Liver volumetry is the most reliable tool to detect patients at risk of PHI. Advances in imaging analysis technologies, newly developed functional measures, and liver-regenerative interventions have been improving our ability to perform safe hepatectomy.

摘要

背景

术后肝功能不全(PHI)是肝切除术后最令人担忧的并发症。未来肝脏残余量(FLR)是一种客观可测量的指标,可用于识别有发生 PHI 风险的患者。在本综述中,我们总结了肝体积测量和肝再生干预措施的发展和原理,并强调了可能在肝体积测量方面取得新进展的新兴工具。

方法

对 MEDLINE/PubMed、Embase 和 Cochrane 图书馆数据库进行了回顾,以确定与肝体积测量相关的文献。
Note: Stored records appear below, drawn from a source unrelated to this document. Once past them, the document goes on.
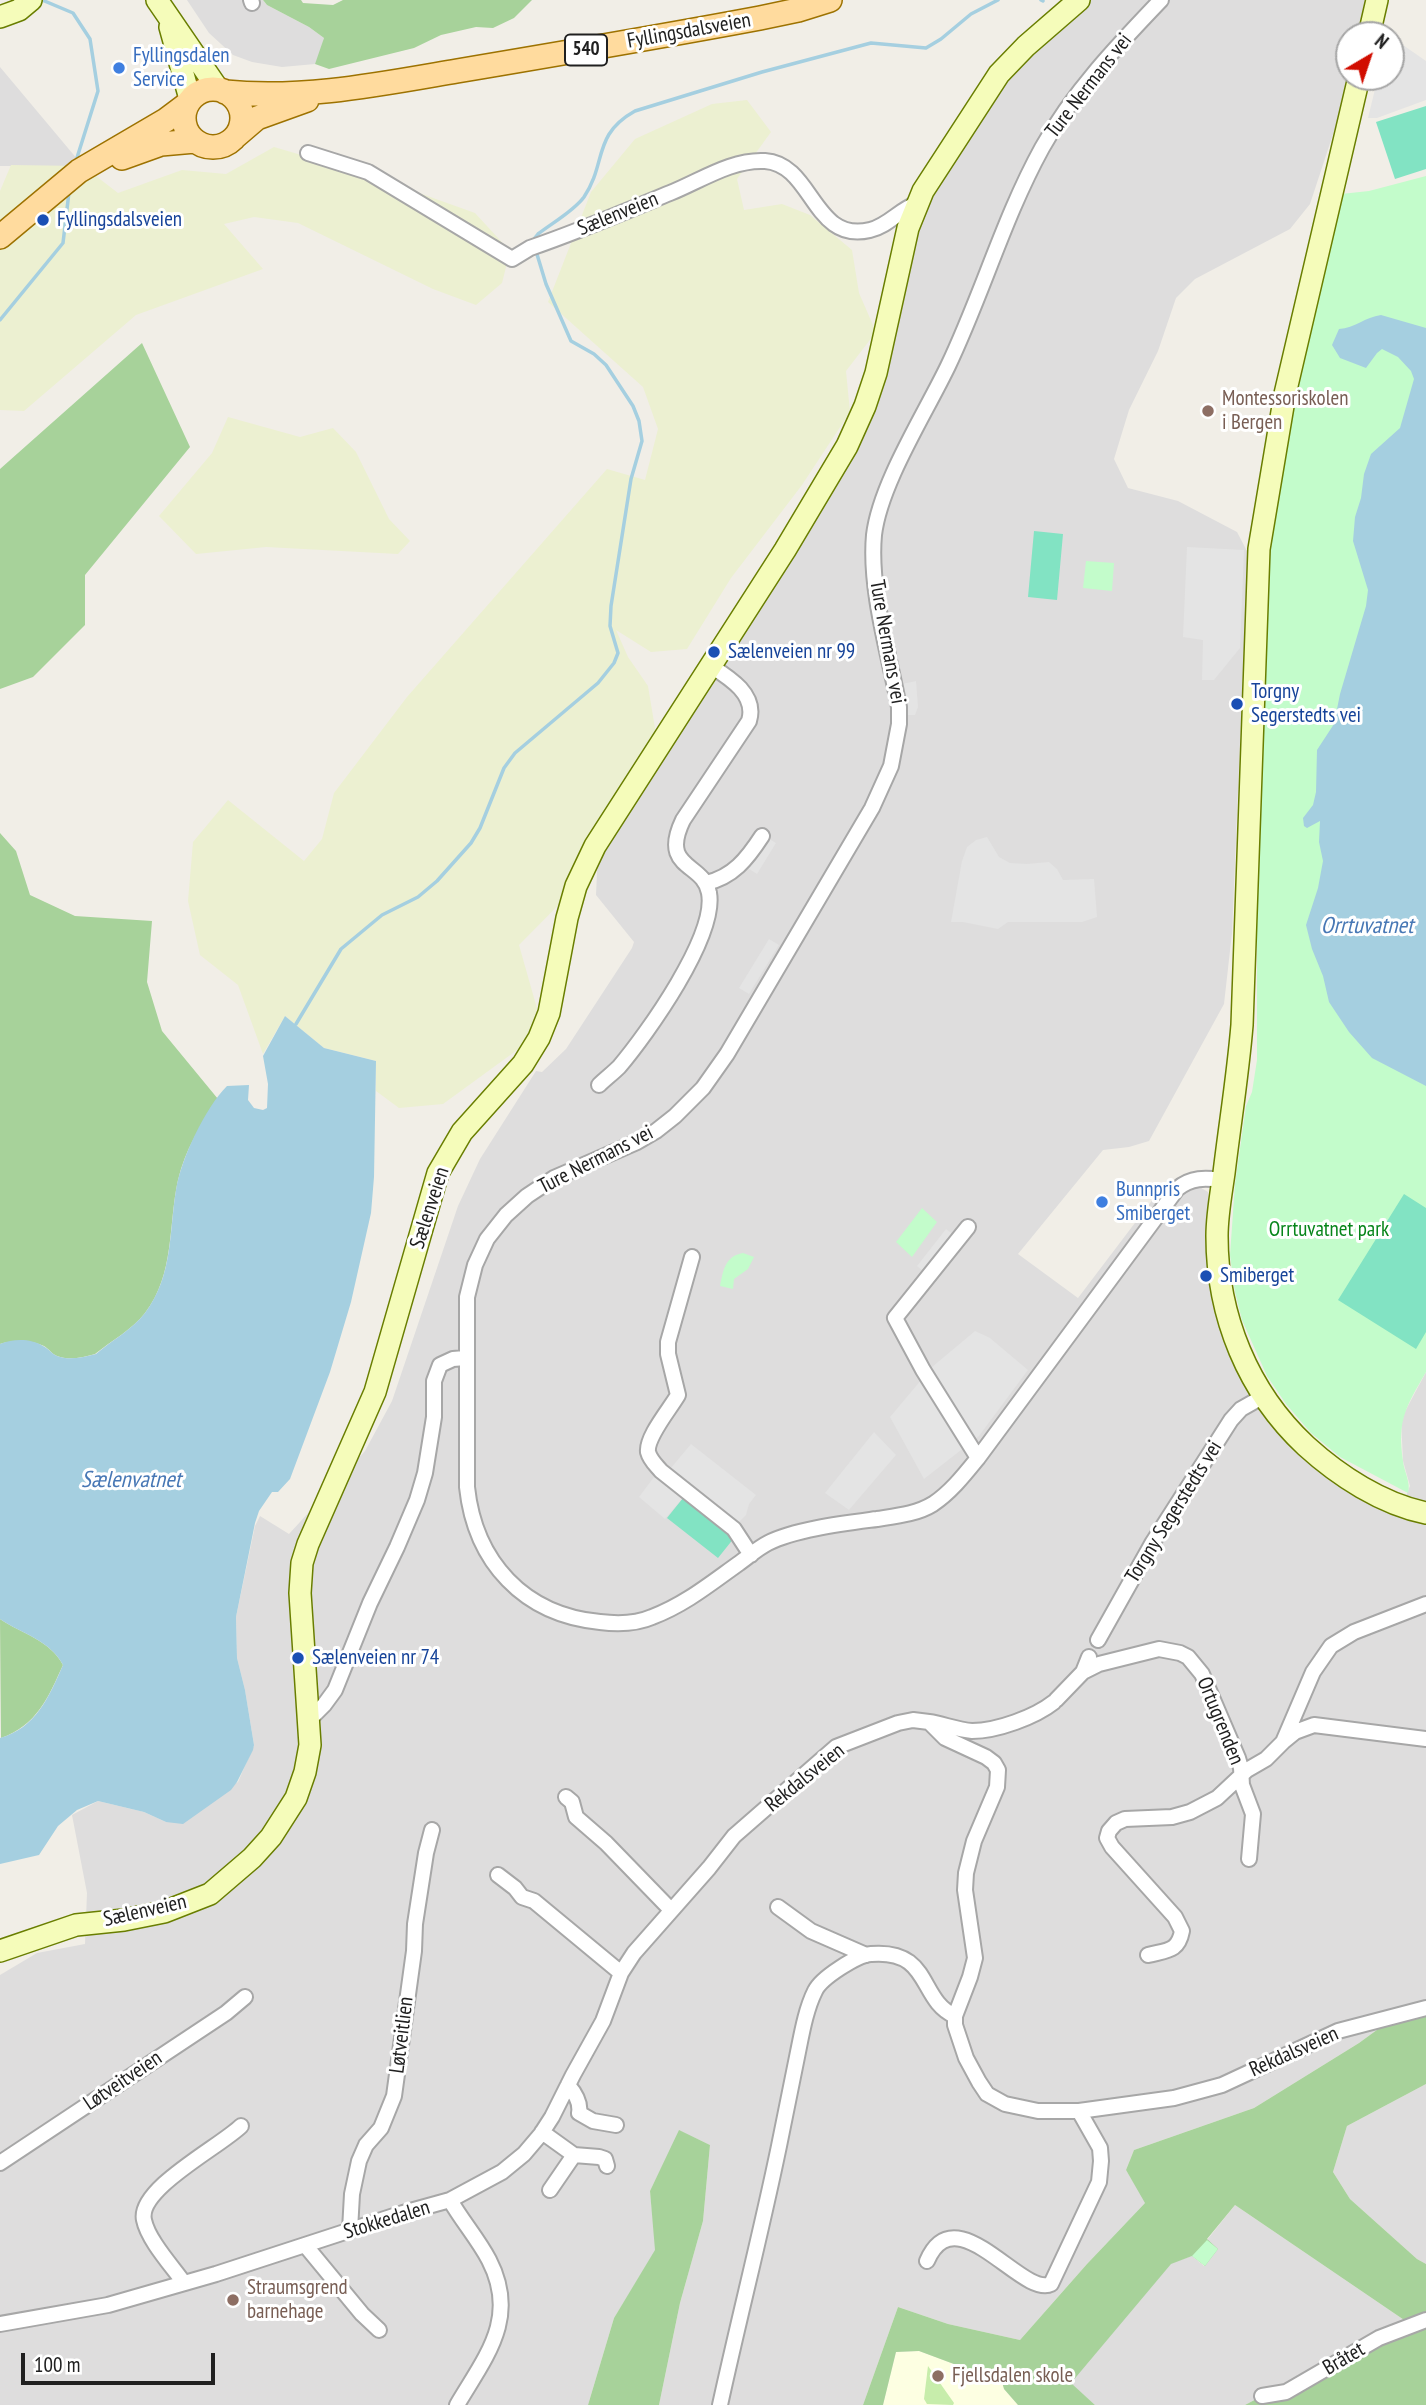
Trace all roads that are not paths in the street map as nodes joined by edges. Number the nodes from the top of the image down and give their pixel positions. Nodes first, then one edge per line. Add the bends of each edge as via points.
1 (31, 0) edge
2 (830, 0) edge
3 (1079, 0) edge
4 (1161, 0) edge
5 (1377, 0) edge
6 (162, 8) edge
7 (0, 17) edge
8 (1372, 21) edge
9 (340, 89) junction
10 (222, 90) junction
11 (1356, 91) edge
12 (188, 102) junction
13 (235, 136) junction
14 (195, 141) junction
15 (308, 153) dead end
16 (48, 197) junction
17 (916, 204) junction
18 (0, 237) edge
19 (711, 666) junction
20 (762, 836) dead end
21 (706, 883) junction
22 (599, 1085) dead end
23 (1223, 1180) junction
24 (968, 1227) dead end
25 (692, 1257) dead end
26 (466, 1358) junction
27 (1264, 1396) junction
28 (978, 1458) junction
29 (1426, 1513) edge
30 (751, 1555) junction
31 (1426, 1604) edge
32 (1098, 1640) dead end
33 (1089, 1657) dead end
34 (1083, 1672) junction
35 (309, 1720) junction
36 (929, 1722) junction
37 (1426, 1739) edge
38 (1283, 1742) junction
39 (1241, 1774) junction
40 (566, 1797) dead end
41 (432, 1830) dead end
42 (1250, 1859) dead end
43 (498, 1875) dead end
44 (778, 1907) dead end
45 (671, 1910) junction
46 (0, 1951) edge
47 (866, 1955) junction
48 (1148, 1955) dead end
49 (621, 1973) junction
50 (245, 1997) dead end
51 (1426, 2008) edge
52 (955, 2016) junction
53 (568, 2085) junction
54 (1079, 2111) junction
55 (241, 2126) dead end
56 (616, 2126) dead end
57 (542, 2132) junction
58 (574, 2155) junction
59 (0, 2164) edge
60 (607, 2166) dead end
61 (550, 2190) dead end
62 (450, 2200) junction
63 (350, 2230) junction
64 (305, 2245) junction
65 (927, 2261) dead end
66 (184, 2283) junction
67 (1426, 2320) edge
68 (0, 2324) edge
69 (379, 2330) dead end
70 (1262, 2396) dead end
71 (457, 2405) edge
72 (720, 2405) edge

1 - 7 street
2 - 9 main road, Fyllingsdalsveien / 540 via 625,43
3 - 17 street, Sælenveien via 999,74
4 - 26 street, Ture Nermans vei via 1099,66 1043,146 965,330 878,513 876,594 899,724 891,766 872,808 727,1054 691,1102 646,1136 554,1178 527,1196 487,1239 467,1297
5 - 8 street
6 - 10 street
6 - 12 street
9 - 10 main road, Fyllingsdalsveien / 540 via 266,95
9 - 13 main road, Fyllingsdalsveien / 540 via 257,117
10 - 12 main road, 540 via 201,91
10 - 13 main road via 241,110
11 - 23 street via 1285,394 1259,549 1242,1025
12 - 14 main road via 185,126
12 - 16 main road, 540 via 99,158
13 - 14 main road, 540 via 220,146
14 - 16 main road, 540 via 146,148
15 - 17 street, Sælenveien via 368,172 512,259 750,161 785,166 823,214 845,230 881,226
16 - 18 main road, 540
17 - 19 street, Sælenveien via 876,373 856,427 826,484
19 - 21 street via 737,685 752,712 676,836 675,845 684,863
19 - 35 street, Sælenveien via 586,862 567,918 540,1038 462,1132 438,1174 375,1392 302,1563 300,1607
20 - 21 street via 740,867
21 - 22 street via 707,920 679,981 618,1068
23 - 27 street via 1217,1234 1223,1302 1239,1350
23 - 28 street, Ture Nermans vei via 1199,1178 1177,1189
24 - 28 street via 895,1318
25 - 30 street via 668,1342 678,1395 652,1435 648,1451 662,1471 734,1528
26 - 30 street, Ture Nermans vei via 469,1507 492,1561 524,1596 558,1614 583,1620 617,1624 648,1619 697,1594
26 - 35 street via 440,1365 433,1381 434,1417 425,1474 406,1527 335,1690
27 - 29 street via 1297,1437 1342,1475
27 - 32 street, Torgny Segerstedts vei via 1231,1420 1153,1542
28 - 30 street, Ture Nermans vei via 933,1504 914,1513 812,1530 769,1542
31 - 38 street, Ortugrenden via 1354,1632 1331,1646 1313,1672
33 - 34 street, Ortugrenden
34 - 36 street, Ortugrenden via 1055,1701 1023,1719 974,1731
34 - 39 street, Ortugrenden via 1159,1649 1188,1657 1202,1674
35 - 46 street, Sælenveien via 305,1772 291,1807 252,1858 210,1894 164,1912 76,1925
36 - 45 street, Rekdalsveien via 898,1723 836,1747 734,1836
36 - 52 street via 945,1738 986,1758 998,1770 997,1787 966,1873 975,1958
37 - 38 street, Ortugrenden via 1314,1725
38 - 39 street, Ortugrenden
39 - 42 street, Ortugrenden via 1253,1814
39 - 48 street, Ortugrenden via 1216,1798 1191,1812 1125,1819 1109,1831 1112,1847 1182,1931 1173,1949
40 - 45 street via 576,1817
41 - 63 street, Løtveitlien via 415,1924 394,2096 381,2128 359,2161
43 - 49 street
44 - 47 street via 811,1931
45 - 49 street, Rekdalsveien
47 - 52 street via 905,1959 918,1968 940,2005
47 - 72 street via 824,1979 813,1993
49 - 53 street, Rekdalsveien via 603,2021
50 - 59 street, Løtveitveien
51 - 54 street, Rekdalsveien via 1338,2031 1223,2085 1174,2098
52 - 54 street, Rekdalsveien via 965,2058 988,2094 1018,2108
53 - 56 street via 575,2093 579,2113 593,2122
53 - 57 street, Rekdalsveien
54 - 65 street via 1100,2148 1099,2182 1051,2284 1032,2282 986,2250 957,2239 936,2246
55 - 66 street via 198,2156 145,2206 148,2230
57 - 58 street
57 - 62 street, Rekdalsveien via 502,2172
58 - 60 street via 599,2157
58 - 61 street
62 - 63 street, Stokkedalen
62 - 71 street, Stokkedalen via 490,2261 502,2314 498,2333
63 - 64 street, Stokkedalen
64 - 66 street, Stokkedalen
64 - 69 street
66 - 68 street, Stokkedalen via 108,2305
67 - 70 street, Bråtet via 1379,2339 1286,2392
查阅相关文章的参考文献,以确定其他出版物。

结果

基于影像学的肝体积测量技术于 20 世纪 80 年代发展起来,用于识别有 PHI 风险的患者,后来于 20 世纪 90 年代用于评估活体供者活体移植的供体。该领域在 21 世纪初通过引入基于肝脏代谢需求的标准化 FLR 得到发展,并在 21 世纪 10 年代通过引入肝再生和功能能力的肥大程度和动力学生长率作为衡量标准得到发展。几种肝再生干预措施,尤其是门静脉栓塞术,被用于增加可切除性并降低 PHI 的风险。随着自动化和机器辅助医生的增加,许多半自动和全自动工具正在被开发出来,以促进肝体积测量。

结论

肝体积测量是检测有 PHI 风险患者的最可靠工具。成像分析技术、新开发的功能测量和肝再生干预措施的进步提高了我们进行安全肝切除术的能力。